THE DATA START

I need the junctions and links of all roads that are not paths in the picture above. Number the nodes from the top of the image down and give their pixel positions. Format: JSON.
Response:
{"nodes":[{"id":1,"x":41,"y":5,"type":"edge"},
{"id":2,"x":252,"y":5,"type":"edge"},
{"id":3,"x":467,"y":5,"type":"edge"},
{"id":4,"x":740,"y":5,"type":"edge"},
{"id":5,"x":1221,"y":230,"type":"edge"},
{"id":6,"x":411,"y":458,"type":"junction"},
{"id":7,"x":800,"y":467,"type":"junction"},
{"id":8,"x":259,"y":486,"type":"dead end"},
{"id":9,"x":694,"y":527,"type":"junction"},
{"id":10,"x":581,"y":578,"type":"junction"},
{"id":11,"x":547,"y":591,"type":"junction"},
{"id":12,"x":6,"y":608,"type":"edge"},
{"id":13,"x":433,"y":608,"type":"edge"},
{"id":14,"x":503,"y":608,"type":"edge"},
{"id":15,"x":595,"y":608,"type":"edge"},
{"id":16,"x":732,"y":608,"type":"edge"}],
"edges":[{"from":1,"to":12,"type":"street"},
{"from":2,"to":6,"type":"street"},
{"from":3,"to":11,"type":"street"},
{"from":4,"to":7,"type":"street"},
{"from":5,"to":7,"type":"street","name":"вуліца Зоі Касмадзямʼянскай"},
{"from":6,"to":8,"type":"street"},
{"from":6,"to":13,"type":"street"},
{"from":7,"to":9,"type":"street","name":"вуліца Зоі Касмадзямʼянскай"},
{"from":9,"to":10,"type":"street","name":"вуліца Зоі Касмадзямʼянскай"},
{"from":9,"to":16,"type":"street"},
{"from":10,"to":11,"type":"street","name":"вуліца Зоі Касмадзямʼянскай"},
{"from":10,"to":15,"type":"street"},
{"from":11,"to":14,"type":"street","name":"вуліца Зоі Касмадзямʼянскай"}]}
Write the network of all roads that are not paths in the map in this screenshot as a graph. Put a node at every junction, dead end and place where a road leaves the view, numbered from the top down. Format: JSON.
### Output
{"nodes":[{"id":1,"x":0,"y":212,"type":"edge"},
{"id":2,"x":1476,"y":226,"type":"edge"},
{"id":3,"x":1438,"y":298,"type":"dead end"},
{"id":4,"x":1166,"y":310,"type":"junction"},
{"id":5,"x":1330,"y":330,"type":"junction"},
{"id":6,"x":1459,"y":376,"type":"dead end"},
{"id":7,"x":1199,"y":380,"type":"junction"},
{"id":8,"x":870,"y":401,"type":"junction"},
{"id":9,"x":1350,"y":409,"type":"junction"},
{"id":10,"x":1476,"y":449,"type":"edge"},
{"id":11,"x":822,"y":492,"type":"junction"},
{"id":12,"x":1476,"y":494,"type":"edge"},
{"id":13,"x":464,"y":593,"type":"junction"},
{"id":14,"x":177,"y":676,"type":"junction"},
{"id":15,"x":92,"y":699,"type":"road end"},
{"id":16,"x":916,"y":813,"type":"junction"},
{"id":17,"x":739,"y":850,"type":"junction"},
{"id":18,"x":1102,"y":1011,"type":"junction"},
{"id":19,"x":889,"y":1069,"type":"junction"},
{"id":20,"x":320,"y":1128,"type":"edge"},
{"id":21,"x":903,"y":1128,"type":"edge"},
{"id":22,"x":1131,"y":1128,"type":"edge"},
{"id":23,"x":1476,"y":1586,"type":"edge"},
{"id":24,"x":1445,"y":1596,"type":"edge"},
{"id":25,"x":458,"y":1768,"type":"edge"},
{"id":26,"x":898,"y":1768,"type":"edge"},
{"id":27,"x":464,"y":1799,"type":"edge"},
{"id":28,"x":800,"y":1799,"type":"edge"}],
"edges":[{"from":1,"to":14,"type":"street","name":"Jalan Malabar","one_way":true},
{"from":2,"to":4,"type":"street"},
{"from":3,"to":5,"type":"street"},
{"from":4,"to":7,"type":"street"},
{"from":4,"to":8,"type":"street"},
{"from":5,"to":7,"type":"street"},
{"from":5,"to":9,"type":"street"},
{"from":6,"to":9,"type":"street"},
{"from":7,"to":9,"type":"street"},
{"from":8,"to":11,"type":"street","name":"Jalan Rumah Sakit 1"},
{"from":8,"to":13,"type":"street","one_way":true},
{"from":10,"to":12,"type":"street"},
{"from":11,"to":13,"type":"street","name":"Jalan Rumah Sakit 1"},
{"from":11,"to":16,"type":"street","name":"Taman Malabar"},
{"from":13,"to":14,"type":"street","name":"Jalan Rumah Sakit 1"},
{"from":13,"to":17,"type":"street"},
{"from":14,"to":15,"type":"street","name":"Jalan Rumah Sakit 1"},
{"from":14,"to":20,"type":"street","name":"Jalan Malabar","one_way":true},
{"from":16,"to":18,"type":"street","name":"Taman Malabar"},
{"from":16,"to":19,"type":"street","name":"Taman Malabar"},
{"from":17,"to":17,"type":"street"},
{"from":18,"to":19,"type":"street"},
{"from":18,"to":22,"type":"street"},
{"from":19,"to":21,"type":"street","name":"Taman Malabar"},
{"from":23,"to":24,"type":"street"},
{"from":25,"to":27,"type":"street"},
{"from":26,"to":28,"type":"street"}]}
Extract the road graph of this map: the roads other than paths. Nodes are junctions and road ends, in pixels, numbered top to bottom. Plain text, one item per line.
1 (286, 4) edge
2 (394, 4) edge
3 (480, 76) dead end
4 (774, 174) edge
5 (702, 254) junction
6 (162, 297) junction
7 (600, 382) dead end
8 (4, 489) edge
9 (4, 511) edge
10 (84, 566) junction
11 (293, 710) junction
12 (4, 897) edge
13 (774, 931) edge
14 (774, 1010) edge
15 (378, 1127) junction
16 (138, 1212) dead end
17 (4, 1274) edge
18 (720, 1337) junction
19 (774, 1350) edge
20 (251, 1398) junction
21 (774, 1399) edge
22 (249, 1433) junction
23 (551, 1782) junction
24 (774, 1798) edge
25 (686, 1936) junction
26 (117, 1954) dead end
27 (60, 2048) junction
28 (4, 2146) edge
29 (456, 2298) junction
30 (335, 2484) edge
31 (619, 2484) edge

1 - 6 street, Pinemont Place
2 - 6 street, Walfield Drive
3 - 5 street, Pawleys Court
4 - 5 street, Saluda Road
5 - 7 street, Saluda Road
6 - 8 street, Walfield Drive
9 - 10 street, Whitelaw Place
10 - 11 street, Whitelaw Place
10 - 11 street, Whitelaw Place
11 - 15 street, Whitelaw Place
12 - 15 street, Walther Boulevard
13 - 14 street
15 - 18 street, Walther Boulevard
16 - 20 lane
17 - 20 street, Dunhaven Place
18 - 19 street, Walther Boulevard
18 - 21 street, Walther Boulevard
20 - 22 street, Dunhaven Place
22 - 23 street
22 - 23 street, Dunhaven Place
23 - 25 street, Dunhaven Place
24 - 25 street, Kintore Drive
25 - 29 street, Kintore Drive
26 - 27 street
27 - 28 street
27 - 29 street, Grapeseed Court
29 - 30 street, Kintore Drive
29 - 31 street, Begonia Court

THE DATA END

AIM OF THE EXERCISE: Repeat each line above exactly as it stands.

OUTPUT OF THE EXERCISE:
I need the junctions and links of all roads that are not paths in the picture above. Number the nodes from the top of the image down and give their pixel positions. Format: JSON.
Response:
{"nodes":[{"id":1,"x":41,"y":5,"type":"edge"},
{"id":2,"x":252,"y":5,"type":"edge"},
{"id":3,"x":467,"y":5,"type":"edge"},
{"id":4,"x":740,"y":5,"type":"edge"},
{"id":5,"x":1221,"y":230,"type":"edge"},
{"id":6,"x":411,"y":458,"type":"junction"},
{"id":7,"x":800,"y":467,"type":"junction"},
{"id":8,"x":259,"y":486,"type":"dead end"},
{"id":9,"x":694,"y":527,"type":"junction"},
{"id":10,"x":581,"y":578,"type":"junction"},
{"id":11,"x":547,"y":591,"type":"junction"},
{"id":12,"x":6,"y":608,"type":"edge"},
{"id":13,"x":433,"y":608,"type":"edge"},
{"id":14,"x":503,"y":608,"type":"edge"},
{"id":15,"x":595,"y":608,"type":"edge"},
{"id":16,"x":732,"y":608,"type":"edge"}],
"edges":[{"from":1,"to":12,"type":"street"},
{"from":2,"to":6,"type":"street"},
{"from":3,"to":11,"type":"street"},
{"from":4,"to":7,"type":"street"},
{"from":5,"to":7,"type":"street","name":"вуліца Зоі Касмадзямʼянскай"},
{"from":6,"to":8,"type":"street"},
{"from":6,"to":13,"type":"street"},
{"from":7,"to":9,"type":"street","name":"вуліца Зоі Касмадзямʼянскай"},
{"from":9,"to":10,"type":"street","name":"вуліца Зоі Касмадзямʼянскай"},
{"from":9,"to":16,"type":"street"},
{"from":10,"to":11,"type":"street","name":"вуліца Зоі Касмадзямʼянскай"},
{"from":10,"to":15,"type":"street"},
{"from":11,"to":14,"type":"street","name":"вуліца Зоі Касмадзямʼянскай"}]}
Write the network of all roads that are not paths in the map in this screenshot as a graph. Put a node at every junction, dead end and place where a road leaves the view, numbered from the top down. Format: JSON.
### Output
{"nodes":[{"id":1,"x":0,"y":212,"type":"edge"},
{"id":2,"x":1476,"y":226,"type":"edge"},
{"id":3,"x":1438,"y":298,"type":"dead end"},
{"id":4,"x":1166,"y":310,"type":"junction"},
{"id":5,"x":1330,"y":330,"type":"junction"},
{"id":6,"x":1459,"y":376,"type":"dead end"},
{"id":7,"x":1199,"y":380,"type":"junction"},
{"id":8,"x":870,"y":401,"type":"junction"},
{"id":9,"x":1350,"y":409,"type":"junction"},
{"id":10,"x":1476,"y":449,"type":"edge"},
{"id":11,"x":822,"y":492,"type":"junction"},
{"id":12,"x":1476,"y":494,"type":"edge"},
{"id":13,"x":464,"y":593,"type":"junction"},
{"id":14,"x":177,"y":676,"type":"junction"},
{"id":15,"x":92,"y":699,"type":"road end"},
{"id":16,"x":916,"y":813,"type":"junction"},
{"id":17,"x":739,"y":850,"type":"junction"},
{"id":18,"x":1102,"y":1011,"type":"junction"},
{"id":19,"x":889,"y":1069,"type":"junction"},
{"id":20,"x":320,"y":1128,"type":"edge"},
{"id":21,"x":903,"y":1128,"type":"edge"},
{"id":22,"x":1131,"y":1128,"type":"edge"},
{"id":23,"x":1476,"y":1586,"type":"edge"},
{"id":24,"x":1445,"y":1596,"type":"edge"},
{"id":25,"x":458,"y":1768,"type":"edge"},
{"id":26,"x":898,"y":1768,"type":"edge"},
{"id":27,"x":464,"y":1799,"type":"edge"},
{"id":28,"x":800,"y":1799,"type":"edge"}],
"edges":[{"from":1,"to":14,"type":"street","name":"Jalan Malabar","one_way":true},
{"from":2,"to":4,"type":"street"},
{"from":3,"to":5,"type":"street"},
{"from":4,"to":7,"type":"street"},
{"from":4,"to":8,"type":"street"},
{"from":5,"to":7,"type":"street"},
{"from":5,"to":9,"type":"street"},
{"from":6,"to":9,"type":"street"},
{"from":7,"to":9,"type":"street"},
{"from":8,"to":11,"type":"street","name":"Jalan Rumah Sakit 1"},
{"from":8,"to":13,"type":"street","one_way":true},
{"from":10,"to":12,"type":"street"},
{"from":11,"to":13,"type":"street","name":"Jalan Rumah Sakit 1"},
{"from":11,"to":16,"type":"street","name":"Taman Malabar"},
{"from":13,"to":14,"type":"street","name":"Jalan Rumah Sakit 1"},
{"from":13,"to":17,"type":"street"},
{"from":14,"to":15,"type":"street","name":"Jalan Rumah Sakit 1"},
{"from":14,"to":20,"type":"street","name":"Jalan Malabar","one_way":true},
{"from":16,"to":18,"type":"street","name":"Taman Malabar"},
{"from":16,"to":19,"type":"street","name":"Taman Malabar"},
{"from":17,"to":17,"type":"street"},
{"from":18,"to":19,"type":"street"},
{"from":18,"to":22,"type":"street"},
{"from":19,"to":21,"type":"street","name":"Taman Malabar"},
{"from":23,"to":24,"type":"street"},
{"from":25,"to":27,"type":"street"},
{"from":26,"to":28,"type":"street"}]}
Extract the road graph of this map: the roads other than paths. Nodes are junctions and road ends, in pixels, numbered top to bottom. Plain text, one item per line.
1 (286, 4) edge
2 (394, 4) edge
3 (480, 76) dead end
4 (774, 174) edge
5 (702, 254) junction
6 (162, 297) junction
7 (600, 382) dead end
8 (4, 489) edge
9 (4, 511) edge
10 (84, 566) junction
11 (293, 710) junction
12 (4, 897) edge
13 (774, 931) edge
14 (774, 1010) edge
15 (378, 1127) junction
16 (138, 1212) dead end
17 (4, 1274) edge
18 (720, 1337) junction
19 (774, 1350) edge
20 (251, 1398) junction
21 (774, 1399) edge
22 (249, 1433) junction
23 (551, 1782) junction
24 (774, 1798) edge
25 (686, 1936) junction
26 (117, 1954) dead end
27 (60, 2048) junction
28 (4, 2146) edge
29 (456, 2298) junction
30 (335, 2484) edge
31 (619, 2484) edge

1 - 6 street, Pinemont Place
2 - 6 street, Walfield Drive
3 - 5 street, Pawleys Court
4 - 5 street, Saluda Road
5 - 7 street, Saluda Road
6 - 8 street, Walfield Drive
9 - 10 street, Whitelaw Place
10 - 11 street, Whitelaw Place
10 - 11 street, Whitelaw Place
11 - 15 street, Whitelaw Place
12 - 15 street, Walther Boulevard
13 - 14 street
15 - 18 street, Walther Boulevard
16 - 20 lane
17 - 20 street, Dunhaven Place
18 - 19 street, Walther Boulevard
18 - 21 street, Walther Boulevard
20 - 22 street, Dunhaven Place
22 - 23 street
22 - 23 street, Dunhaven Place
23 - 25 street, Dunhaven Place
24 - 25 street, Kintore Drive
25 - 29 street, Kintore Drive
26 - 27 street
27 - 28 street
27 - 29 street, Grapeseed Court
29 - 30 street, Kintore Drive
29 - 31 street, Begonia Court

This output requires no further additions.